You know where this is going. Jai Ho! Democracy doesn’t want to make any sense whatsoever and, given how deliberately cartoonish the film’s Indian and Pakistani soldiers are, it’s not such a bad thing. One nonsensical, but nevertheless comical, scene features miffed soldiers from both the sides hurling abuses at each other. Another scene has them standing near their respective borders, urging the hen to come to their side.
These funny and silly bits work because they are a welcome departure from the simplistic, jingoistic war dramas that often come out of Bollywood. And it’s not surprising that the two films in recent times to have bucked that trend were conceived of as low budget indies — Filmistaan and Kya Delhi Kya Lahore.
But you wonder for how long will Kapoor and Bhullar can sustain interest in a plot that is completely irrational, at least at the start. Instead of choosing to restrain the film’s absurdity, they take it further by introducing another plot point that rivals the first one in gleeful silliness.
As the tension on the border keeps increasing, there is a possibility of India waging a war on Pakistan. A committee, chaired by an ex-Supreme Court judge Ramalingam (Annu Kapoor), and comprising six members from both ruling and opposition parties, is set up to pass a bill that will decide whether India should go on war. These members, as evidenced by their distinct accents, belong to the different parts of the country — Assam, West Bengal, Punjab, Tamil Nadu. They’re a group of people, fixated on fulfilling personal agendas, that fails to see the big picture. Evidently, Kapoor and Bhullar are trying to paint a picture of the country’s decision makers through them.
Fortunately for Jai Ho! Democracy, the scenes are not materialised through contrived or heavy-handed sermonising. Instead, the characters revel in their silliness. Although there’s nothing highbrow about the gags, which are mostly devoid of nuance, they are also simple, unpretentious and therefore funny.
Some jokes — for example, a 65-year-old politician (Om Puri) being persuaded to do sit ups because he was rude to the fellow members of the House — may appear to stretch credibility, but the comical absurdity matches the tone of the film. Also, considering the antics that the Indian parliament has witnessed, perhaps no gag about it is incredible. There are obvious references to actual incidents, like the instance of a politician watching porn while his peers intensely debate an issue of national importance. Unfortunately, these feel both unfunny and unoriginal, but these slip-ups are few and far between.

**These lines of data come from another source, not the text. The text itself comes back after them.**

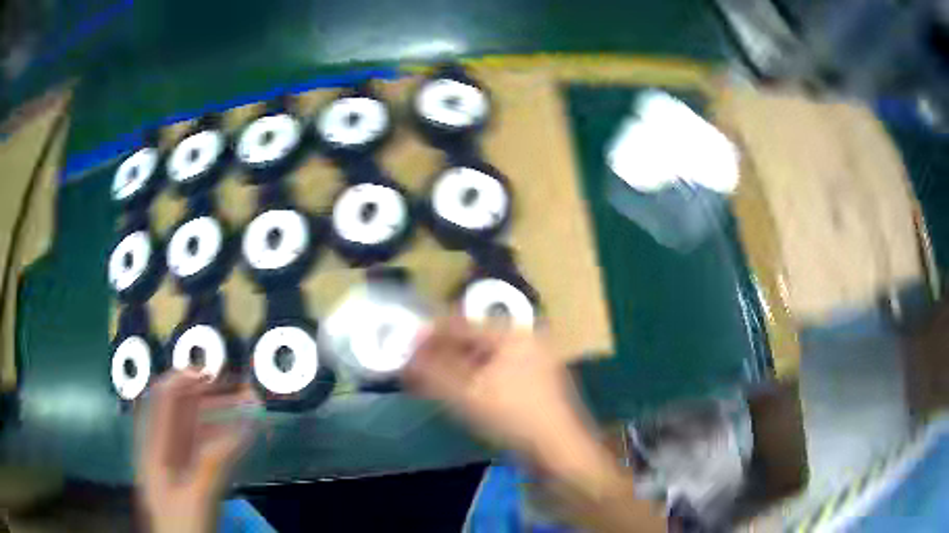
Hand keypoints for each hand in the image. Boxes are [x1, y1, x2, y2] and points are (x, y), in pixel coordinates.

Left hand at [136, 371, 257, 532]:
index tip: (210, 373)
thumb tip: (239, 429)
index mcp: (154, 447)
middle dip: (206, 394)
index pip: (164, 399)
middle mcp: (163, 446)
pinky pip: (204, 447)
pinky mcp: (189, 474)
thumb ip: (213, 464)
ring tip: (245, 407)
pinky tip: (239, 434)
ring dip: (218, 414)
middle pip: (181, 409)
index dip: (183, 380)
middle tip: (236, 389)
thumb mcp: (196, 497)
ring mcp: (176, 461)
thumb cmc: (182, 525)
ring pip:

Bizarrely, in the last 10 minutes, Jai Ho! Democracy changes its tone. The junior cook who went to no man’s land suddenly starts mouthing platitudes about the importance of India-Pakistan unity. No one will deny the sincerity of that sentiment, but the shift to rose-tinted and the preposterous final scenes make you think about those portions of the film that didn’t need a mouthpiece to get its point across.
The tension between the Indian and Pakistan armies, which is the pivot upon which Jai Ho! Democracy is balanced, is rooted in reality. However, its characters are over-the-top, juvenile buffoons who are constantly complicating the problems they are supposed to solve. By placing such caricatures in a believable milieu, Kapoor and Bhullar’s film satirises politicians, media and army men (and their jingoistic leanings) with ease.
That said, the satire is not particularly nuanced, profound or even consistently funny, but it’s still impressive because the film is just wicked enough.
The writer is a Delhi-based film critic.